La première condition est de les avoir bien présents à l’esprit, à tout le moins chez l’animateur du groupe de décideurs. Pour éviter, par exemple, les méfaits de la « pensée de groupe », Irving Janis formule trois règles : 1) Informer les participants de l’existence de la « pensée de groupe », de ses causes et de ses conséquences ; 2) L’animateur de la réunion sera attentif à favoriser l’expression des doutes, des objections et des avis minoritaires ; 3) Un participant jouera le rôle d’avocat du diable en critiquant les idées en cours et en proposant des contre-arguments. Dans Décider ensemble (Seuil, 2021), Philippe Urfalino[13] invite à une réflexion de fond sur la définition de la décision collective et à quoi elle engage. Distinguant le choix de la décision, il identifie cette dernière comme l’arrêt de la délibération, autrement dit le moment où le choix se porte sur une option et la retient. Puis, à partir d’une analyse critique des définitions classiques de la décision collective, il propose celle-ci : « La décision collective est la décision d’un collectif ». Ainsi, il lie étroitement la décision collective aux rôles, mandats, fonctions ou responsabilités des participants réunis par ce cadre institutionnel où ils doivent choisir. Philippe Urfalino s’intéresse particulièrement aux modalités d’arrêt de la décision collective. C’est-à-dire à la façon de mettre fin à la délibération (toute la seconde partie de son livre y est consacrée). Déjà, en 2010, il constate que, dans les réunions d’équipe ou les conseils, les modalités « d’arrêt de la décision » sont, en dehors de l’appel au vote, rarement indiquées[14]. Pourtant, ces modalités doivent être clarifiées pour fixer les conditions du débat et son terme.

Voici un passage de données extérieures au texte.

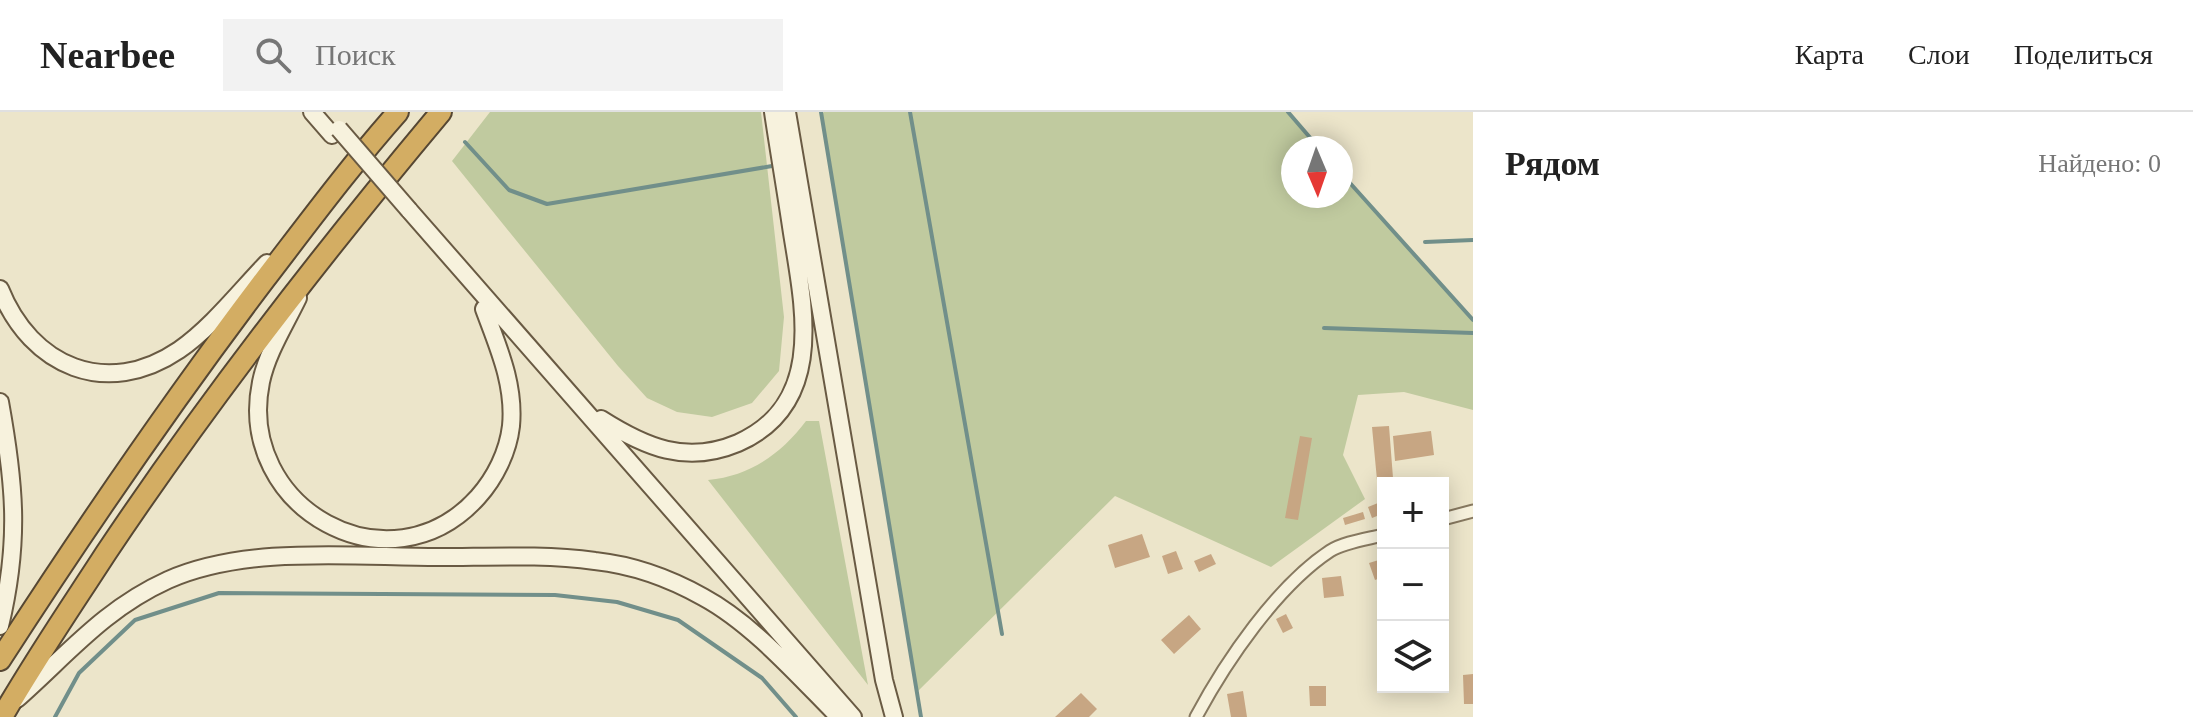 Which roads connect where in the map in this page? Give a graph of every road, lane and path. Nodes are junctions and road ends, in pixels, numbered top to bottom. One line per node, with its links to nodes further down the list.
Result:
1 (312, 112): 8 (main road)
2 (324, 112): 8 (main road)
3 (391, 112): 9 (main road)
4 (398, 112): 9 (highway)
5 (441, 112): 12 (highway)
6 (773, 112): 16 (main road)
7 (787, 112): 25 (main road)
8 (336, 132): 10 (main road, bridge)
9 (374, 138): 11 (highway)
10 (406, 213): 14 (main road); 16 (main road)
11 (308, 222): 13 (main road); 21 (highway)
12 (313, 267): 14 (main road); 22 (highway)
13 (0, 289)
14 (484, 309): 23 (main road)
15 (0, 402): 20 (main road)
16 (584, 407): 24 (main road)
17 (1473, 511): 18 (street)
18 (1449, 517)
19 (1377, 537): 26 (street)
20 (0, 626)
21 (0, 660)
22 (4, 713): 23 (main road)
23 (841, 717)
24 (853, 717)
25 (894, 717)
26 (1196, 717)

Le vote comme première règle d’arrêt de la décision
L’appel au vote, à main levée, oral, à bulletin secret, ou électronique, reflète peut-être la procédure la plus fréquente de prise de décision. Il requiert une majorité des voix, définie comme simple, qualifiée, ou selon un pourcentage fixé à l’avance. L’unanimité peut aussi être recherchée. Et en cas d’absence de majorité claire, la voix du président sera considérée comme prépondérante, etc. Annoncé à l’avance, le moment du vote indique que le débat a atteint son terme. Le plus souvent, ce sera à l’initiative de l’animateur du groupe. Après avoir reformulé la ou les propositions auxquelles le groupe est parvenu, l’animateur s’assurera que tous approuvent cette reformulation ; puis, à partir des résultats du vote, il entérinera la décision ainsi prise comme étant celle du groupe. Le vote met l’accent sur l’approbation : on est « pour » ou « contre » une proposition. La voix de chaque participant pèse autant. La somme des avis fait office de décision. À main levée comme à bulletin secret, chacun est obligé de se prononcer, sinon de faire connaître son abstention. Le groupe accepte donc des désaccords en son sein. Il les identifie et en mesure la proportion lors du résultat du vote. L’ampleur du résultat rend la décision plus ou moins solide, comme cela peut se vérifier quotidiennement dans les organisations, le consensus restant partiel.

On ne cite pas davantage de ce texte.